→ **PROBLEM TO SOLVE**: Lines in which "setLineDash" appears should be pulled from the data below.

Data items:
= = = = =
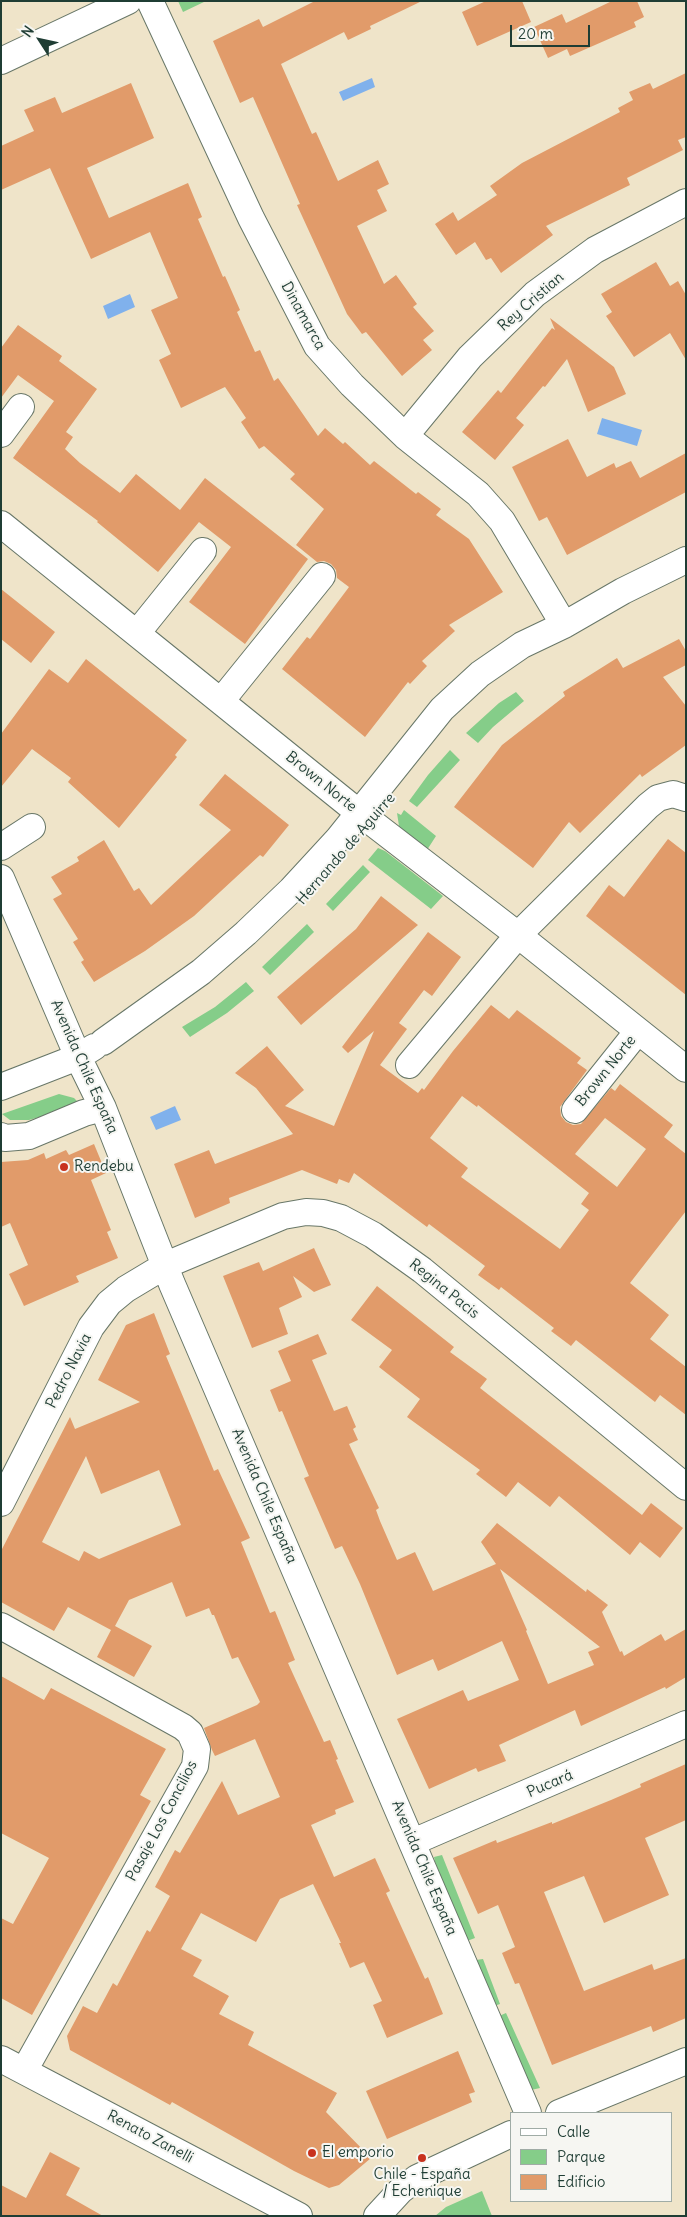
<!DOCTYPE html>
<meta charset="utf-8">
<style>
body{margin:0}
#map{position:relative;width:687px;height:2217px;overflow:hidden;background:#efe4c9;font-family:Delius,sans-serif}
canvas{display:block}
.frame{position:absolute;inset:0;border:2px solid #1f3d34;pointer-events:none}
.legend{position:absolute;left:510px;top:2112px;width:162px;height:90px;box-sizing:border-box;background:#f6f6f2;border:1px solid #a0aca6;margin:0;padding:6px 9px;list-style:none;font-size:15px;color:#1f3d34}
.legend li{display:flex;align-items:center;gap:10px;height:25px}
.legend b{width:25px;border:1px solid #a0aca6}
.north{position:absolute;left:15px;top:15px;width:50px;height:50px;-webkit-text-stroke:4px #f6f6f2;paint-order:stroke;rotate:305deg;font-size:14px;font-weight:700;line-height:20px;text-align:center;color:#1f3d34}
.north::after{content:'';display:block;margin:auto;width:18px;height:22px;background:#1f3d34;clip-path:polygon(50% 0,100% 100%,50% 72%,0 100%)}
.scale{position:absolute;left:510px;top:25px;width:80px;height:22px;box-sizing:border-box;border:2px solid #1f3d34;border-top:0;padding-left:6px;font-size:15px;line-height:18px;white-space:nowrap;color:#1f3d34;-webkit-text-stroke:4px #f6f6f2;paint-order:stroke}
</style>
<div id="map">
<canvas width="687" height="2217"></canvas>
<div class="frame"></div>
<ul class="legend">
<li><b style="height:6px;background:#fff"></b>Calle</li>
<li><b style="height:14px;background:#85cd89"></b>Parque</li>
<li><b style="height:14px;background:#e19b6a"></b>Edificio</li>
</ul>
<div class="north">N</div>
<div class="scale">20 m</div>
</div>
<script>
const ctx = document.querySelector('canvas').getContext('2d');
ctx.lineJoin = 'round';
function paint(path, color) { ctx.fillStyle = color; ctx.fill(path, 'evenodd'); }
const toPath = rows => new Path2D(rows.map(r => 'M' + r).join(''));
function stroke(path, color, width, dash) { ctx.strokeStyle = color; ctx.lineWidth = width; ctx.lineCap = dash ? 'butt' : 'round'; ctx.setLineDash(dash || []); ctx.stroke(path); }
function label(font, color, halo, rows, align = 'center') {
  ctx.font = font + ' Delius,sans-serif'; ctx.lineWidth = 4; ctx.setLineDash([]); ctx.textBaseline = 'middle'; ctx.strokeStyle = halo; ctx.fillStyle = color; for (const [text, x, y, turn = 0] of rows) {
    ctx.save(); ctx.translate(x, y); ctx.rotate((+turn || 0) * Math.PI / 180); ctx.textAlign = isNaN(turn) ? turn : align; if (halo) ctx.strokeText(text, 0, 0); ctx.fillText(text, 0, 0); ctx.restore();
  }
}
const green = toPath([
 [178,1,206,1,183,12],
 [516,692,524,701,493,727,478,743,466,733,499,703],
 [450,750,460,760,417,807,409,801,428,775],
 [404,810,436,836,427,850,402,832,399,826,397,813,401,815],
 [378,848,385,851,443,896,431,909,368,860],
 [363,865,370,872,333,911,326,904],
 [307,924,314,932,270,975,262,967],
 [246,982,254,991,227,1013,190,1037,182,1027,215,1007],
 [59,1094,74,1098,81,1105,29,1120,10,1120,2,1114],
 [442,1855,475,1938,467,1941,435,1862,434,1857],
 [483,1959,500,2004,494,2006,476,1960],
 [506,2013,540,2088,531,2090,499,2016],
 [482,2191,492,2216,435,2216,446,2207]
]);
const water = toPath([
 [372,78,375,87,343,101,339,92],
 [130,294,135,307,108,319,103,306],
 [602,418,642,430,637,446,597,434],
 [175,1106,181,1120,156,1130,150,1117]
]);
const building = toPath([
 [315,1,422,1,370,26,371,29,348,40,344,32,281,64,312,134,316,132,338,181,378,160,389,184,377,190,387,211,357,226,384,284,396,275,417,304,413,307,434,331,423,340,432,350,402,376,366,332,362,334,347,314,297,205,300,204,253,97,240,103,213,41,259,19,263,27],
 [486,1,522,1,531,22,477,46,462,12],
 [612,1,637,1,644,17,634,22,636,27,570,56,567,49,548,58,534,27,562,14,566,23],
 [686,73,686,137,678,140,683,150,627,178,630,185,546,226,553,235,501,273,491,258,486,260,475,242,456,255,435,224,453,212,458,221,497,195,490,186,522,163,620,112,618,108,633,100,629,92,650,83,653,89],
 [131,83,154,138,87,168,109,218,188,183,202,217,198,219,223,277,225,276,240,310,237,312,255,352,260,350,274,381,278,378,318,436,325,428,343,444,345,442,370,465,374,461,416,494,418,492,441,509,436,515,469,539,503,592,449,625,455,631,422,661,427,666,410,684,408,682,365,737,282,669,307,637,310,639,349,587,337,578,336,570,331,564,324,561,317,562,296,545,324,509,290,479,295,474,264,446,259,449,241,422,246,418,225,387,181,408,159,360,171,354,151,310,178,298,150,232,91,259,50,168,1,190,1,146,34,131,24,110,55,97,62,113],
 [656,262,670,286,678,281,686,295,686,360,670,333,634,357,606,316,612,312,601,294],
 [550,318,614,367,626,394,588,412,567,359,545,387,543,386,516,418,524,425,495,460,462,432,498,390,501,393,552,328,555,330],
 [18,325,62,356,59,361,97,389,66,432,73,437,65,449,80,463,120,493,136,474,180,510,205,478,308,559,245,644,189,602,231,547,199,522,158,572,97,522,98,521,13,458,54,401,18,375,1,398,1,348],
 [568,439,587,477,614,463,616,468,631,461,640,478,686,453,686,492,567,555,547,517,539,521,512,467],
 [1,589,55,632,31,663,1,639],
 [679,639,686,651,686,665,663,677,686,706,686,745,642,777,640,774,580,833,569,822,533,868,454,807,502,745,565,696,563,692,617,658,623,668],
 [86,659,187,740,175,755,177,757,119,828,68,782,71,778,32,749,1,787,1,734,49,669,68,683],
 [225,774,289,825,263,857,260,855,194,916,145,951,94,982,81,962,84,960,73,942,78,939,53,899,62,894,51,877,79,861,77,857,104,840,134,891,139,888,151,905,231,830,199,805],
 [668,839,686,853,686,995,586,916,609,885,624,897],
 [381,896,418,925,301,1025,277,997,356,929],
 [428,932,461,957,432,996,424,990,399,1023,407,1029,380,1065,418,1093,422,1088,424,1090,453,1051,491,1005,509,1019,517,1010,581,1058,577,1063,587,1070,560,1107,561,1116,566,1122,573,1125,581,1124,611,1088,615,1091,620,1084,673,1125,664,1137,686,1154,686,1211,630,1283,669,1315,650,1339,686,1367,686,1415,660,1395,655,1402,576,1340,571,1346,551,1331,554,1328,501,1287,499,1290,478,1275,485,1266,429,1224,427,1227,354,1173,349,1183,339,1179,337,1184,302,1170,229,1198,230,1203,195,1218,174,1164,209,1150,215,1164,293,1134,256,1088,235,1073,267,1046,304,1090,285,1106,334,1126,374,1031,348,1053,342,1047],
 [462,1096,477,1107,478,1105,589,1193,581,1204,589,1210,560,1249,461,1177,468,1168,430,1138],
 [605,1118,646,1149,617,1187,575,1154],
 [94,1144,106,1173,91,1180,111,1230,107,1232,118,1258,76,1276,79,1282,24,1306,9,1274,28,1265,10,1223,1,1227,1,1162,28,1160,44,1153,46,1159,66,1150,69,1155],
 [314,1248,331,1285,314,1292,293,1276,302,1297,279,1308,288,1334,252,1348,223,1276,259,1262,263,1271],
 [377,1286,454,1347,450,1352,487,1379,480,1388,642,1515,651,1503,683,1528,660,1558,640,1542,630,1555,559,1496,550,1507,518,1482,506,1497,476,1474,480,1470,407,1417,420,1399,379,1367,392,1350,351,1320],
 [154,1313,170,1354,166,1356,214,1471,218,1469,250,1538,241,1542,270,1613,275,1611,295,1660,288,1663,324,1742,330,1740,338,1759,336,1760,354,1802,335,1810,336,1814,311,1825,334,1877,375,1858,390,1891,386,1893,425,1979,428,1977,443,2014,387,2038,373,2005,382,2001,364,1962,350,1968,339,1943,341,1943,313,1884,280,1899,256,1942,201,1913,181,1949,202,1960,193,1976,229,1996,219,2014,254,2032,248,2045,337,2093,326,2112,371,2158,339,2185,329,2188,294,2171,172,2102,170,2105,70,2050,67,2036,83,2006,97,2013,113,1983,117,1986,147,1930,150,1932,170,1896,155,1887,175,1850,180,1853,222,1781,238,1815,280,1797,255,1739,215,1756,212,1750,204,1728,257,1705,260,1702,238,1657,232,1659,214,1615,212,1615,209,1608,186,1617,172,1582,129,1600,115,1626,152,1646,134,1677,97,1657,111,1630,68,1607,54,1631,1,1602,1,1551,70,1417,75,1429,140,1402,98,1380,126,1325],
 [86,1456,101,1494,159,1470,181,1525,99,1559,84,1551,79,1561,42,1542],
 [318,1334,327,1354,312,1360,334,1411,347,1406,356,1427,353,1429,358,1440,349,1444,379,1508,376,1510,380,1521,397,1560,415,1552,433,1591,496,1564,481,1542,497,1523,586,1592,587,1589,608,1605,602,1612,620,1652,622,1651,624,1656,661,1634,665,1641,686,1629,686,1677,666,1689,665,1687,581,1726,575,1710,499,1745,506,1761,478,1772,476,1768,429,1789,397,1719,463,1690,468,1701,519,1680,502,1641,438,1671,433,1659,397,1675,360,1584,342,1546,335,1549,304,1478,309,1476,282,1411,279,1412,270,1390,291,1381,278,1351],
 [500,1569,600,1647,588,1652,594,1665,548,1684,526,1631,527,1630],
 [1,1676,44,1700,51,1688,166,1749,140,1795,151,1801,32,2015,1,1998,1,1918,13,1924,49,1858,1,1833],
 [686,1764,686,1820,645,1838,669,1895,604,1923,584,1876,544,1892,584,1991,652,1964,654,1970,686,1958,686,2018,653,2032,651,2026,552,2065,519,1983,515,1984,502,1953,515,1947,498,1905,478,1914,453,1858,496,1840,497,1843,552,1822,552,1824,611,1800,641,1787,640,1784],
 [458,2051,475,2092,469,2094,472,2102,387,2139,366,2091],
 [50,2152,80,2168,66,2195,103,2216,1,2216,1,2185,26,2198]
]);
const minor = toPath([
 [150,1,251,218,317,346,352,385,405,436,478,494,502,521,564,625],
 [1,61,128,1],
 [1,434,21,407],
 [405,436,470,357,535,294,595,250,686,202],
 [1,524,348,804,518,935,686,1069],
 [137,633,203,551],
 [221,701,322,576],
 [1,847,32,827],
 [1,878,78,1057,103,1108,172,1284,528,2113],
 [103,1042,201,972,246,933,291,890,338,839,442,709,480,674,522,645,564,625,623,591,686,560],
 [409,1065,518,935,648,806,658,798,673,794,686,798],
 [1,1087,78,1057,94,1047],
 [575,1110,638,1031],
 [1,1136,5,1138,29,1136,84,1113,103,1108],
 [1,1503,91,1327,109,1303,126,1289,166,1265,283,1216,306,1212,323,1213,341,1218,373,1235,422,1270,686,1487],
 [1,1626,183,1727,190,1733,197,1749,195,1766,24,2071],
 [413,1842,686,1724],
 [1,2059,299,2216],
 [559,2113,686,2061],
 [377,2216,401,2190,417,2178,511,2134]
]);
const markers = [
 [64,1167,5,"#c8321e"],
 [312,2153,5,"#c8321e"],
 [422,2158,5,"#c8321e"]
];
const streetNames = [
 ["Rey Cristian",531,302,-41],
 ["Dinamarca",303,316,61],
 ["Brown Norte",321,782,39],
 ["Hernando de Aguirre",346,849,-49],
 ["Avenida Chile España",84,1067,66],
 ["Brown Norte",606,1071,-51],
 ["Regina Pacis",444,1289,39],
 ["Pedro Navia",69,1371,-63],
 ["Avenida Chile España",264,1496,67],
 ["Pucará",550,1784,-23],
 ["Pasaje Los Concilios",162,1821,-62],
 ["Avenida Chile España",424,1868,67],
 ["Renato Zanelli",150,2137,28]
];
const poiNames = [
 ["Rendebu",74,1167],
 ["El emporio",322,2153],
 ["Chile - España",422,2175,"center"],
 ["/ Echenique",422,2192,"center"]
];
paint(green, '#85cd89');
paint(water, '#80b1ec');
paint(building, '#e19b6a');
stroke(minor, '#687768', 28);
stroke(minor, '#fff', 26);
for (const [x, y, r, color] of markers) { const dot = new Path2D(); dot.arc(x, y, r, 0, 2 * Math.PI); ctx.fillStyle = color; ctx.fill(dot); stroke(dot, '#f6f6f2', 2); }
label('15px', '#1f3d34', '#f6f6f2', streetNames);
label('15px', '#1f3d34', '#f6f6f2', poiNames, 'left');
</script>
= = = = =
→ **ANSWER SPACE**:
function stroke(path, color, width, dash) { ctx.strokeStyle = color; ctx.lineWidth = width; ctx.lineCap = dash ? 'butt' : 'round'; ctx.setLineDash(dash || []); ctx.stroke(path); }
  ctx.font = font + ' Delius,sans-serif'; ctx.lineWidth = 4; ctx.setLineDash([]); ctx.textBaseline = 'middle'; ctx.strokeStyle = halo; ctx.fillStyle = color; for (const [text, x, y, turn = 0] of rows) {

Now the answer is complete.